14.06.2007  Bau und Immobilienwirtschaft • Rechtsprechung • 

Vorsteuerabzug nicht gefährden

Umsatzsteuerpflichtige Vermieter und Mieter sowie Verpächter und Pächter müssen in Dauerschuldverhältnissen einiges bedenken, um einen Vorsteuerabzug nicht zu gefährden.

Mit dem Ende einer Übergangsfrist müssen seit dem 01. Januar 2004 nach § 14 Abs. 4 Nrn. 1 - 8 UStG Vermieter nicht nur ihren Mietern Rechnungen stellen; Letztere müssen zudem auch bestimmte zwingende Angaben enthalten.

Zwingende Angaben

Folgende Angaben sind zwingend:

  1. Vollständiger Name und Anschrift des leistenden Unternehmens und des Leistungsempfängers;
  2. Steuernummer oder Umsatzsteuer-Identifikationsnummer des leistenden Unternehmers;
  3. Ausstellungsdatum;
  4. einmalige und fortlaufende vom leistenden Unternehmer vergebene Nummer zur Identifikation der Rechnung; 
  5. Umfang, Art und Zeitpunkt der sonstigen Leistungen oder der Vereinnahmung des Entgelts (Mietzinshöhe, Zeitraum, Betriebskostenvorauszahlung, Betriebskostennachzahlungsbetrag, Gutschrift usw.);
  6. das nach Steuersätzen und einzelnen Steuerbefreiungen aufgeschlüsselte Entgelt für die sonstigen Leistungen;
  7. jede im Voraus vereinbarte Mietminderung, wenn sie nicht im Mietzins bereits berücksichtigt ist;
  8. der anzuwendende Steuersatz des auf das Entgelt entfallenden Steuerbetrages oder der Hinweis, dass eine Steuerbefreiung gilt.

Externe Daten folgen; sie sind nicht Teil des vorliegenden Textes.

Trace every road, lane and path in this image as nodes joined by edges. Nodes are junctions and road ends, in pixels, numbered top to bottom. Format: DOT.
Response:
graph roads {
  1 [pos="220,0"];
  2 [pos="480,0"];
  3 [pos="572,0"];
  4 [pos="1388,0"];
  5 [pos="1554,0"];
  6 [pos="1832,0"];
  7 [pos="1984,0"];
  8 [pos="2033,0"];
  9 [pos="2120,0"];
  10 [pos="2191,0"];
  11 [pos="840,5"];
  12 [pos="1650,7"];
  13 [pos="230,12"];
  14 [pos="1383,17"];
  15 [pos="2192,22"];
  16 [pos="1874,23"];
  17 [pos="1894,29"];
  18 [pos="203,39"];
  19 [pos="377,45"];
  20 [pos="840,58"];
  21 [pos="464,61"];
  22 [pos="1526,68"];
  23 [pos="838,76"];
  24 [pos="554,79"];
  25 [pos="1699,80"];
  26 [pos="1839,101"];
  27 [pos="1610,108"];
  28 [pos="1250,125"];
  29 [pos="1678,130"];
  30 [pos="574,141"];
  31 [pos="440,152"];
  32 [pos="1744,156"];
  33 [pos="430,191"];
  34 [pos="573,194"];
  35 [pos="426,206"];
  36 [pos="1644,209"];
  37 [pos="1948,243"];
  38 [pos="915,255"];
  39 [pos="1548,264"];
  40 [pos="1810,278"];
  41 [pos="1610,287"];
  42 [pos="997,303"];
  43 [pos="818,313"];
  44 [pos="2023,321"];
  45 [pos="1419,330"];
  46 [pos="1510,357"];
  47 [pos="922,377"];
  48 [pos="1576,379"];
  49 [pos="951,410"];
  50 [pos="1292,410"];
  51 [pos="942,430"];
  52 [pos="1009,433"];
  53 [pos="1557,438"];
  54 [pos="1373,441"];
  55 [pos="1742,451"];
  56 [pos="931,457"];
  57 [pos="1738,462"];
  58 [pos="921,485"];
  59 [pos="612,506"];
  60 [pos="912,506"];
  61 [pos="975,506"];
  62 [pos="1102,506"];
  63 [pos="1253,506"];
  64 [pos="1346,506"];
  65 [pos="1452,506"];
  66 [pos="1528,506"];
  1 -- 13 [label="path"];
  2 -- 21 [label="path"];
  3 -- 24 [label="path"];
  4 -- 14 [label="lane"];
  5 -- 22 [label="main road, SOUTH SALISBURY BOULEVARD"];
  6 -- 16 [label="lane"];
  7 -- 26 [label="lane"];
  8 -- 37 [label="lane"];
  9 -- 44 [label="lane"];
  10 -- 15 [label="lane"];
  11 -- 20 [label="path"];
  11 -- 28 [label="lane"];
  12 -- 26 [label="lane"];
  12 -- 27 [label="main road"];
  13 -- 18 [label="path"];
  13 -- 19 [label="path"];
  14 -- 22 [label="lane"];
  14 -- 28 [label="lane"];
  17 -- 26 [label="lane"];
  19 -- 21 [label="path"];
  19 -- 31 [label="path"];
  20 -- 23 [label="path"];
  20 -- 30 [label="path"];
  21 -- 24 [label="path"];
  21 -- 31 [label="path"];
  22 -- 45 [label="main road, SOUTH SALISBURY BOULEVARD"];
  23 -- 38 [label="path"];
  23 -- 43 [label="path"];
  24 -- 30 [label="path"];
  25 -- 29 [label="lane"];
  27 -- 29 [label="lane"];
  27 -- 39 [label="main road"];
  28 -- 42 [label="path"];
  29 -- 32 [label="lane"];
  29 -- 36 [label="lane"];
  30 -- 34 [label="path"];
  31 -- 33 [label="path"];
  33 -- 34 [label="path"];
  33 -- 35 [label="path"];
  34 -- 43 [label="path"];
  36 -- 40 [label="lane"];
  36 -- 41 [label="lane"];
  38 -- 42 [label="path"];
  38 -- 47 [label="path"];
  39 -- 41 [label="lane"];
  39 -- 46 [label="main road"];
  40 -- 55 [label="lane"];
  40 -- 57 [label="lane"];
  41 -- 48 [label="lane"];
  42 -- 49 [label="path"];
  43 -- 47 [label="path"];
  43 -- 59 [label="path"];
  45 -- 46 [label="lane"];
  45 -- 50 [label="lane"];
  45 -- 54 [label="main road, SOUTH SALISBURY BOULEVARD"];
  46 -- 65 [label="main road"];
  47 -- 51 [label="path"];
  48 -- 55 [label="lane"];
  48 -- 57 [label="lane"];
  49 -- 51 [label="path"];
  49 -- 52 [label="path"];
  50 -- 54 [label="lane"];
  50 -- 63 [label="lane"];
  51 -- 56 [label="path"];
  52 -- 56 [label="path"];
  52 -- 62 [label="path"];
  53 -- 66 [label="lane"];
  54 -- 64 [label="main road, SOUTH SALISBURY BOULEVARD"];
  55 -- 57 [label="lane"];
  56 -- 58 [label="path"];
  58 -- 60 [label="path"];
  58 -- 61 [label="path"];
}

Die Rechnung muss nicht monatlich, sondern innerhalb von sechs Monaten „nach Ausführung der Leistung“ ausgestellt werden. Es genügt daher z.B., wenn sie bei einem Mietbeginn am 01. Januar im Juni des Jahres ausgestellt wird. Die Rechnung sollte also spätestens vor Ablauf eines jeden Halbjahres ab Mietbeginn gestellt werden.

Praxistipp

Von der Finanzverwaltung und auch von einigen Beratern wird zum Teil die Ansicht vertreten, eigentlich habe sich mit der Neuregelung seit dem 01. Januar 2004 nichts geändert. Insbesondere wird die Pflicht zur Rechnungsstellung angezweifelt. Betriebsprüfer sind jedoch an diese Ansicht im Rahmen einer Betriebsprüfung nicht gebunden. Sie können daher Nachforderungen für die vergangenen 10 Jahre rückwirkend feststellen, insbesondere den Vorsteuerabzug nicht anerkennen. Insofern sollte eine Rechnungsstellung unter Beachtung der zwingenden Angaben erfolgen.